**What you are asked to do:** Within the records below, filter for lines carrying the word "dead" and copy them.

**Records supplied:**
[Start of section]

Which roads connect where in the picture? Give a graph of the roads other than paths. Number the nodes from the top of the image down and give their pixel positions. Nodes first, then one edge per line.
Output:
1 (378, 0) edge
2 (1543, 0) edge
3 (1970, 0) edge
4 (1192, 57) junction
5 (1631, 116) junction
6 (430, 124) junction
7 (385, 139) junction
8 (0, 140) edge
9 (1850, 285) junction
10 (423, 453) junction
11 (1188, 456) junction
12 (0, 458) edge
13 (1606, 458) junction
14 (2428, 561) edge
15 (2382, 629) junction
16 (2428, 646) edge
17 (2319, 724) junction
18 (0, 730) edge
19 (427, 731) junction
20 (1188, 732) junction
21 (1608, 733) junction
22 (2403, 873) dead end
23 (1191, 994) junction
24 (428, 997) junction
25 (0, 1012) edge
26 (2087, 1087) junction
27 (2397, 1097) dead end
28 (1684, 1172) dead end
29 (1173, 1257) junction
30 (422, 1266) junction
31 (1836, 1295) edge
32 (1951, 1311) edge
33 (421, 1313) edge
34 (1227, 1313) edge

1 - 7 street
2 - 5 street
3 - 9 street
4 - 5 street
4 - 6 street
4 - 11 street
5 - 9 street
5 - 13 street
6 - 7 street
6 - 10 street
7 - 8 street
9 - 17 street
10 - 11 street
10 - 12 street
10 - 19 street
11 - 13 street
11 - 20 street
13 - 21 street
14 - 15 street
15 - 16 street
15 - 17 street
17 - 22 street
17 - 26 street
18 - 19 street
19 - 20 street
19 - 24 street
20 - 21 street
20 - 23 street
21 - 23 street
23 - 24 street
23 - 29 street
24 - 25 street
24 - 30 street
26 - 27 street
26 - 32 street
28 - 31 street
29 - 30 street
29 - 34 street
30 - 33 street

[End of section]

**Output below:**
22 (2403, 873) dead end
27 (2397, 1097) dead end
28 (1684, 1172) dead end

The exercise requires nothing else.